Jer was dragging a hidden panel out from the base of the shelf. The glass display of jewelry and leather bits appeared to sit on a wooden base, and the wooden base had a drawer.
He stepped back to let us investigate.
Cushioned by hay, there were six different sorts of explosive packed into the box. Grenades, smoke, landmines, mines with cords, and other, heavier ones buried further down. They might, judging by the shape, have been rockets.
Jer prepared his tea, stirring by way of teaspoon as he emptied the kettle into the cup.
“I’m willing to negotiate,” I said.
“I certainly hope you are, Simon. You two can walk away with what you can
carry. In exchange, should you do business in Tynewear again, you’ll come to me. I’m your fence.”
“And if I don’t do business in Tynewear again?”
“Then you’re likely dead, and you can consider this my generous contribution to your funerals.”
He was giving me a complete pass. He had to know I was leaving town, but he was handing me what had to be a nice payoff, on account of established reputation alone.

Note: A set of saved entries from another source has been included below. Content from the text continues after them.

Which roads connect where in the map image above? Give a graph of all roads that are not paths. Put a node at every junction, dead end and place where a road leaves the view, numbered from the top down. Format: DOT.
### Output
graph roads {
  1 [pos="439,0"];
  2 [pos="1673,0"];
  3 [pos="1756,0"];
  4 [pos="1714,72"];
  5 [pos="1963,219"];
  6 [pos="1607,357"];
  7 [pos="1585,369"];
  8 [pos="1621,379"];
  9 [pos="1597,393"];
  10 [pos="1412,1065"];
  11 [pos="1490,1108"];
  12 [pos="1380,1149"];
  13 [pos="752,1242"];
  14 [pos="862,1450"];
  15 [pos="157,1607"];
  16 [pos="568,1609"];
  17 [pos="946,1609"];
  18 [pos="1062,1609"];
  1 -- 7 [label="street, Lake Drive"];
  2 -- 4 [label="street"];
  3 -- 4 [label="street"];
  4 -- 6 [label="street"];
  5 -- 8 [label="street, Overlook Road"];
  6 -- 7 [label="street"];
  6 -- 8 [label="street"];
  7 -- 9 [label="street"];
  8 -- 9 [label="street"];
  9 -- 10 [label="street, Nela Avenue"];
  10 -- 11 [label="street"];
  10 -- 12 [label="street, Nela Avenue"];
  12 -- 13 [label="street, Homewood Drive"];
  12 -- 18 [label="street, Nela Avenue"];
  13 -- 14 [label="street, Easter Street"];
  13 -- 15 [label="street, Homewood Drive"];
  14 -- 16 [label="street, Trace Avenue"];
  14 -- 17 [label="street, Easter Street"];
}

“Alright,” I said. “And if we happen to leave the city, I’ll find a way to make my gratitude known.”
“Just so,” Jer said. It was the right response. We both had a sense of how the other operated.
“A bag?” I asked, looking up at Jer.
He had messenger bags, like the ones paperboys in Tynewear used, all leather and fanciness, only it came from Jer’s custom shop, so the leather was engraved and made all the more stylish. It might have cost a whole twenty or thirty dollars to get, if I was any other customer.
I took the mines, grenades, and what I took to be smoke grenades.
“Collector’s items,” Jer said. “From the great war for the Crown States. Safe to handle, but no guarantees they’ll fire. Valuable. Try to appreciate their historical and financial value as you actively use them.”
His smile was a faintly pained one.
“I will. Goodbye, Jer,” I said.
“Goodbye, Simon,” he said.
I bumped into the door as I tried to haul it open and step outside, only belatedly realizing I’d locked it. I tried to maintain a hair of dignity as I led the way outside.
We were about ten steps away when Jamie came to a stop. I turned around to look at him.
“Do you think it would draw too much attention if I turned around and threw one of these explosives through his shop window and over that counter?” Jamie asked me, his eyes focused down at his satchel.
I didn’t respond right away. I had to take a second to study him, looking him up and down, taking in the little details.
“It’s not like you,” I said, measuring my words carefully, “To say something that vehement.”
Vehement wasn’t the right word. But it somehow fit the situation. Jamie, so very calm, was saying something so uncharacteristically violent.